WORK INSTRUCTION
The string "change" may appear in lines of the listing. Report each line where it does.
---*---
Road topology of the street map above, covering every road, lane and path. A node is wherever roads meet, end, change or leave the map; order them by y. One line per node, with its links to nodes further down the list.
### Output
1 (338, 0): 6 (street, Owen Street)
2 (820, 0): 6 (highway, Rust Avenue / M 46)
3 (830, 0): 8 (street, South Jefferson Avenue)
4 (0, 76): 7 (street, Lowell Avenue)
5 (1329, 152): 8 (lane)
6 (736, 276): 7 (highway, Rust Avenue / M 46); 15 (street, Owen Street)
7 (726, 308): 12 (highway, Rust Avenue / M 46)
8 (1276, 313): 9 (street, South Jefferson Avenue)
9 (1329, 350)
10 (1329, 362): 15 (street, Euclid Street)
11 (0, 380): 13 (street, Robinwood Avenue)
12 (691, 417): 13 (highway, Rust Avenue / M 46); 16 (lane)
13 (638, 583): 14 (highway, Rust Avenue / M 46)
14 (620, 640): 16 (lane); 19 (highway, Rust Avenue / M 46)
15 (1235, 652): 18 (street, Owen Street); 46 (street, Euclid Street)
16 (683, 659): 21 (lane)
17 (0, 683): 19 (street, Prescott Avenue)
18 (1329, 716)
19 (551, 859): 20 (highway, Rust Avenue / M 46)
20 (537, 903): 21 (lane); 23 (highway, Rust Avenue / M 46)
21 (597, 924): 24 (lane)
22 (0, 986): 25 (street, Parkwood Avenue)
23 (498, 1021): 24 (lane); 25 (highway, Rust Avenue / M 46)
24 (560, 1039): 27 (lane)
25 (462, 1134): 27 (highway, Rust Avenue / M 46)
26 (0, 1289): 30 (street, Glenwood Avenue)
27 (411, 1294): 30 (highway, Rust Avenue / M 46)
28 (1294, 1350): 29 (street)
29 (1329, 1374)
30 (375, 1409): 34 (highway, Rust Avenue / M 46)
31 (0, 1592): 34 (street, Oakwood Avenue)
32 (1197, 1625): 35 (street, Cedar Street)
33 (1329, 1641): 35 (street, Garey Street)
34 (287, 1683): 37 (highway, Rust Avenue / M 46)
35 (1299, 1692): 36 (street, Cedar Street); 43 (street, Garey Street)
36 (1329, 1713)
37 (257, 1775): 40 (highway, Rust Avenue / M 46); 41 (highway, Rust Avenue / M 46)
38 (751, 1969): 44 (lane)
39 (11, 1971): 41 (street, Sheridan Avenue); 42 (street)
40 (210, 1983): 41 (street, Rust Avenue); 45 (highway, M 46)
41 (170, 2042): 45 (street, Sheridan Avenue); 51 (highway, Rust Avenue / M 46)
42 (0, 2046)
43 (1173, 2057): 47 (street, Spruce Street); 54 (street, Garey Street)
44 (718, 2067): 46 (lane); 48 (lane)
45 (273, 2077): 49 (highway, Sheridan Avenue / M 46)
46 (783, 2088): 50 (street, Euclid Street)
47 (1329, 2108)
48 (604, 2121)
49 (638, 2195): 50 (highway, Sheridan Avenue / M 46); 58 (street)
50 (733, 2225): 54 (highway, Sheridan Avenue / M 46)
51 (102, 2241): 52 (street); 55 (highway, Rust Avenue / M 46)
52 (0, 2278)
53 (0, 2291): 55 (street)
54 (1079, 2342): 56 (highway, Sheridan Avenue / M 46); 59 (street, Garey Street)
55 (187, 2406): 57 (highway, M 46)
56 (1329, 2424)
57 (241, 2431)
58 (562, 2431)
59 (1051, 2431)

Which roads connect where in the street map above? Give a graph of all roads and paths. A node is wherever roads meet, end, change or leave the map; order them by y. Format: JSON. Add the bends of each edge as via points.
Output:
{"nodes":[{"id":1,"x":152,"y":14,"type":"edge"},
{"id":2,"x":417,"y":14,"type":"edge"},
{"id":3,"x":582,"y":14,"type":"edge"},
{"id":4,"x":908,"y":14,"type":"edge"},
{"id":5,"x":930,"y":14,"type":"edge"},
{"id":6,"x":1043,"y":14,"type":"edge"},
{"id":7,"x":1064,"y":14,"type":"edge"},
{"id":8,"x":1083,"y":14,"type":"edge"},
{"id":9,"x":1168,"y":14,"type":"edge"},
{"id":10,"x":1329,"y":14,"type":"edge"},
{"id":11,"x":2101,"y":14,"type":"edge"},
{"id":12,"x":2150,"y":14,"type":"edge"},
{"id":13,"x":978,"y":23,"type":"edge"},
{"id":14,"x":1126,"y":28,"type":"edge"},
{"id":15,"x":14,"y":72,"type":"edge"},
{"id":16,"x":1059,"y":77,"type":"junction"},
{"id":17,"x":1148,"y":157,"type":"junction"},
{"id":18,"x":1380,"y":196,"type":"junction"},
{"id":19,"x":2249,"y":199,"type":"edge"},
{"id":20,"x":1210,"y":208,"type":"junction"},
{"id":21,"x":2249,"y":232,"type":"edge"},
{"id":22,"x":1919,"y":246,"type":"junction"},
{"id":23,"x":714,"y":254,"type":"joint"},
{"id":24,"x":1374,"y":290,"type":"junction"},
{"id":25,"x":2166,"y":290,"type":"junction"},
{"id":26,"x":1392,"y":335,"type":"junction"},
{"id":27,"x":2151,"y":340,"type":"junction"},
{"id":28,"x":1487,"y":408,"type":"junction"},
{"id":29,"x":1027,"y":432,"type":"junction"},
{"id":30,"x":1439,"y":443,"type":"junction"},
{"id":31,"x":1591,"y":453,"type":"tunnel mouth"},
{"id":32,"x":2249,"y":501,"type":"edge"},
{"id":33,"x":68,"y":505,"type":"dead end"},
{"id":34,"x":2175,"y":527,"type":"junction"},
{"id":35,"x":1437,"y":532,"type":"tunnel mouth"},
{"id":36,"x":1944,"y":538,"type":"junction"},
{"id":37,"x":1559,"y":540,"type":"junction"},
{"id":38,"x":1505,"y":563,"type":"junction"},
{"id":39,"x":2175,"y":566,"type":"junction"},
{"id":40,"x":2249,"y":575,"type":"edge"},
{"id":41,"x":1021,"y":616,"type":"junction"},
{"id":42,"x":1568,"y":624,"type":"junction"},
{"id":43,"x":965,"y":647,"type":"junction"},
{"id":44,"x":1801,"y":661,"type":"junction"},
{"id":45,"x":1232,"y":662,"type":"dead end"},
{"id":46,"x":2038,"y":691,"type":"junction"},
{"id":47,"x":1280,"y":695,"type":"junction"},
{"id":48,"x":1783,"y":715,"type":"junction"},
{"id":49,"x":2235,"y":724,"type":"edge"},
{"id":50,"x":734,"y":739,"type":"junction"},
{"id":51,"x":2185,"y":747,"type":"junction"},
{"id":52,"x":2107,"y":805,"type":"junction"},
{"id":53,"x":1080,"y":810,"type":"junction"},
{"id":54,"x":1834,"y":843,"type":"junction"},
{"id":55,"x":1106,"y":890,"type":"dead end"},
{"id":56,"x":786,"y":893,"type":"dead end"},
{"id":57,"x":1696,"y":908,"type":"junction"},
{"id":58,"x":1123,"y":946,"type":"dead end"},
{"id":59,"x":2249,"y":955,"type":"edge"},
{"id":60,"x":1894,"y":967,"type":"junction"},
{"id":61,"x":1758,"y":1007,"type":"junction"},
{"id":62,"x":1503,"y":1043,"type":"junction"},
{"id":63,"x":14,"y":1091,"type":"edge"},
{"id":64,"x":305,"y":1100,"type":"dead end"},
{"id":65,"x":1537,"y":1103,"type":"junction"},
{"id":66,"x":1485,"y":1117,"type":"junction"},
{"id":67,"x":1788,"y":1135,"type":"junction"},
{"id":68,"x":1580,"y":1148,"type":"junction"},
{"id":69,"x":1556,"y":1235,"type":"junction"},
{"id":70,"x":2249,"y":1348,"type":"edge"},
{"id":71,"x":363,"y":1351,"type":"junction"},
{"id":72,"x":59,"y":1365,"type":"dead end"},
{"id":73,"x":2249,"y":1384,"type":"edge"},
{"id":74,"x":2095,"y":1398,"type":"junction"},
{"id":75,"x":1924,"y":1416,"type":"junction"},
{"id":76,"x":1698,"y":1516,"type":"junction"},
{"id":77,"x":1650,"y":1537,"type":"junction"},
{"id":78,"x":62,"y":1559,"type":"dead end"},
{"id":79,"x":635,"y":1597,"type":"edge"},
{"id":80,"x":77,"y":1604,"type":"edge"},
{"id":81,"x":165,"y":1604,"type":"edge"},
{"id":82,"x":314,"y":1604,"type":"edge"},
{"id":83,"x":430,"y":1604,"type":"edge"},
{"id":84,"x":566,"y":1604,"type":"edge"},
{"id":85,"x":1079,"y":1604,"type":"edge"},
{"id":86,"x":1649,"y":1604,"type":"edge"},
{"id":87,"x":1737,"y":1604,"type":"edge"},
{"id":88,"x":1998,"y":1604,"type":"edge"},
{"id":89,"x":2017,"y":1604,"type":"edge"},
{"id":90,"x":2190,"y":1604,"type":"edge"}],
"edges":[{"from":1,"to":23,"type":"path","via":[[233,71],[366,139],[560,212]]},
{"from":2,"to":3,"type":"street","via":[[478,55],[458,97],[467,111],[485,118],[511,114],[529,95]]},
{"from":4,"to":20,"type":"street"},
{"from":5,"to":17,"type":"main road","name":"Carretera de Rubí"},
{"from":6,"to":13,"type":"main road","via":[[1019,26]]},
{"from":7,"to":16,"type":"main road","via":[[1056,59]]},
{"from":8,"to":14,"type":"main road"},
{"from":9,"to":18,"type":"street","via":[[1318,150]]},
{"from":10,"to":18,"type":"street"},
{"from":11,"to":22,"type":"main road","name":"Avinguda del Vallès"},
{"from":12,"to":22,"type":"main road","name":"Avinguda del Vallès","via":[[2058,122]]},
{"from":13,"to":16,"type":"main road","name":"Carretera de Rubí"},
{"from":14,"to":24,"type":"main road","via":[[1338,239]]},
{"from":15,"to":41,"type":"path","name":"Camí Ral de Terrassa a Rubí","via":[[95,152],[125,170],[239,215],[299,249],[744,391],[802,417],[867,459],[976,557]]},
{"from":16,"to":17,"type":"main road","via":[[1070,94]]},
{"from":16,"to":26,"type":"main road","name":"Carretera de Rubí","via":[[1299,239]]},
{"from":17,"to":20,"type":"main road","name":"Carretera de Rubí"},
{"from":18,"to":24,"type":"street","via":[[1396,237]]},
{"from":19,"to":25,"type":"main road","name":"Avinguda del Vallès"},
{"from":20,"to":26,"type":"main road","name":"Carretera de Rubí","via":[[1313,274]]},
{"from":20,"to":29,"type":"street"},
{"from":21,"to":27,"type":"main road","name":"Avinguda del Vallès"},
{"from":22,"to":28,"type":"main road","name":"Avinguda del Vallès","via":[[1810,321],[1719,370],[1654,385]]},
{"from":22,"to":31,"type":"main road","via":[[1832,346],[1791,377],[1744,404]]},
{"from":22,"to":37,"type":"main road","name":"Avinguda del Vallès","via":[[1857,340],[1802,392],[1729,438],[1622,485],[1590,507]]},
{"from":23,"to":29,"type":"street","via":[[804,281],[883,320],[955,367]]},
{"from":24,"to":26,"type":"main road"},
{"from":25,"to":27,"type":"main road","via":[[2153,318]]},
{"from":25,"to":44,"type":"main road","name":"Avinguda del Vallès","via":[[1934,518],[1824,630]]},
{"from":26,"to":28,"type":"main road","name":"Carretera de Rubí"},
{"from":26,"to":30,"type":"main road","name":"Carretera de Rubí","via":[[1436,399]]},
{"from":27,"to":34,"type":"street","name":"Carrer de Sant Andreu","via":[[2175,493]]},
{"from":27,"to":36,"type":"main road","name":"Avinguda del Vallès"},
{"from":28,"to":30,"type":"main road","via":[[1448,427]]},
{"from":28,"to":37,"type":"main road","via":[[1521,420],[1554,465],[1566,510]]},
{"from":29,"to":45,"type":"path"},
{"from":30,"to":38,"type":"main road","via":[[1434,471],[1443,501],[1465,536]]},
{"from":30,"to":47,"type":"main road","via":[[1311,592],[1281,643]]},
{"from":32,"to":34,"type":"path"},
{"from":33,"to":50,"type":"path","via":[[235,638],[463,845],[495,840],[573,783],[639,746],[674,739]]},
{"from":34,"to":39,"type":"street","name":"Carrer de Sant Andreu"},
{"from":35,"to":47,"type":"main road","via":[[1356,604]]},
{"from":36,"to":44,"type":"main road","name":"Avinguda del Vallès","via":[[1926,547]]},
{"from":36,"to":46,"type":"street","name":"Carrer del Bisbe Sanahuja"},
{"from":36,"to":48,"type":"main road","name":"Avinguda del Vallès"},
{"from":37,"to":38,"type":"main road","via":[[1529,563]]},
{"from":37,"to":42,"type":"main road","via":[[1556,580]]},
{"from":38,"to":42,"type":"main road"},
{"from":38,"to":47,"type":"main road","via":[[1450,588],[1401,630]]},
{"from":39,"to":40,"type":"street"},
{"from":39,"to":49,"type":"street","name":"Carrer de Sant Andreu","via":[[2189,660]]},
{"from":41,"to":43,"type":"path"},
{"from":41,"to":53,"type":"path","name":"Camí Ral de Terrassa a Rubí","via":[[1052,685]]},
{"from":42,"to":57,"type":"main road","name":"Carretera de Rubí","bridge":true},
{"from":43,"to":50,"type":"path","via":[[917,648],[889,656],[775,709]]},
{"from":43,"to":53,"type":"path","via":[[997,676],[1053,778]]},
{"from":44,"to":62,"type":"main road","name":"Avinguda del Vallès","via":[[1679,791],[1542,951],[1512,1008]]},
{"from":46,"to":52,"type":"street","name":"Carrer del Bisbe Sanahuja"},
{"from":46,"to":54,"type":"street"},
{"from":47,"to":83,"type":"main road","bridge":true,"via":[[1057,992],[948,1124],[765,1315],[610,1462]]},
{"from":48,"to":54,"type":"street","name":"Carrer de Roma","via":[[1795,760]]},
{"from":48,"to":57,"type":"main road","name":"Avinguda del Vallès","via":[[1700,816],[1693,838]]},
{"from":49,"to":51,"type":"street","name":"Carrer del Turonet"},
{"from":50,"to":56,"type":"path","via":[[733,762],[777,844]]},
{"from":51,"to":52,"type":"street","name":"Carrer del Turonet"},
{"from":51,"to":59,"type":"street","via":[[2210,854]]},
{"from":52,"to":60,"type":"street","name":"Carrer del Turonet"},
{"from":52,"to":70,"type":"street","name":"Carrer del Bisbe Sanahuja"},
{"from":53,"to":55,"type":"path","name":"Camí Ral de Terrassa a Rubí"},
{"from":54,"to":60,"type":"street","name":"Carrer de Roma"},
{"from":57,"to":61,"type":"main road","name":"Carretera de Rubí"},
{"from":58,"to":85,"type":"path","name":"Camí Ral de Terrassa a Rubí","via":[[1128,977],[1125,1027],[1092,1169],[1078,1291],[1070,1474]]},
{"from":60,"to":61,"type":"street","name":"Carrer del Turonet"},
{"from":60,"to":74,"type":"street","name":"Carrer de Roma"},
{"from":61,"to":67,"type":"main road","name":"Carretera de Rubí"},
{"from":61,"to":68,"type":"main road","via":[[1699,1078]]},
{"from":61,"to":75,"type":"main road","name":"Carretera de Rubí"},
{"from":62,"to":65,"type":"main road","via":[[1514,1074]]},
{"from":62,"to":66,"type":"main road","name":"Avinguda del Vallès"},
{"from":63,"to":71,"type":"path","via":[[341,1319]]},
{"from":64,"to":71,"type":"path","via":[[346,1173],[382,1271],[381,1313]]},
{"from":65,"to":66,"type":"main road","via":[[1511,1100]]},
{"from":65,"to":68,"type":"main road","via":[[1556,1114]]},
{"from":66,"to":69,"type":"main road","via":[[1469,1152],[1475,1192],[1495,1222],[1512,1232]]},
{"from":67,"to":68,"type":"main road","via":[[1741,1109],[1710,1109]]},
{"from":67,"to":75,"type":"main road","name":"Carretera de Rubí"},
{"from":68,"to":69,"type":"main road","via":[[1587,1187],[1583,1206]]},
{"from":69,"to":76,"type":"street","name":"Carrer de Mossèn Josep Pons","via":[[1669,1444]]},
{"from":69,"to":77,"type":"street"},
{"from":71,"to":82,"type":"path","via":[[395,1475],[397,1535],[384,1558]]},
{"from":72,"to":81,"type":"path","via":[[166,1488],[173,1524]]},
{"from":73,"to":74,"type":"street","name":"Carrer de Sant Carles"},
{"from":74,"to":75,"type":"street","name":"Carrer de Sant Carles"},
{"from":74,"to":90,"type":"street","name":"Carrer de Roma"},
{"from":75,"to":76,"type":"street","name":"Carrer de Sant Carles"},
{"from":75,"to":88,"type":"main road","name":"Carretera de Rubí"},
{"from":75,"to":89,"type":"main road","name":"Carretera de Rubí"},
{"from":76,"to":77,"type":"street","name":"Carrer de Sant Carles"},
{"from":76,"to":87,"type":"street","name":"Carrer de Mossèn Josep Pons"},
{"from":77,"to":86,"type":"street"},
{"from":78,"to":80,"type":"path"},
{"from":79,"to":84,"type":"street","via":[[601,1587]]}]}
---*---
THE COMPLETED TASK
Road topology of the street map above, covering every road, lane and path. A node is wherever roads meet, end, change or leave the map; order them by y. One line per node, with its links to nodes further down the list.
Which roads connect where in the street map above? Give a graph of all roads and paths. A node is wherever roads meet, end, change or leave the map; order them by y. Format: JSON. Add the bends of each edge as via points.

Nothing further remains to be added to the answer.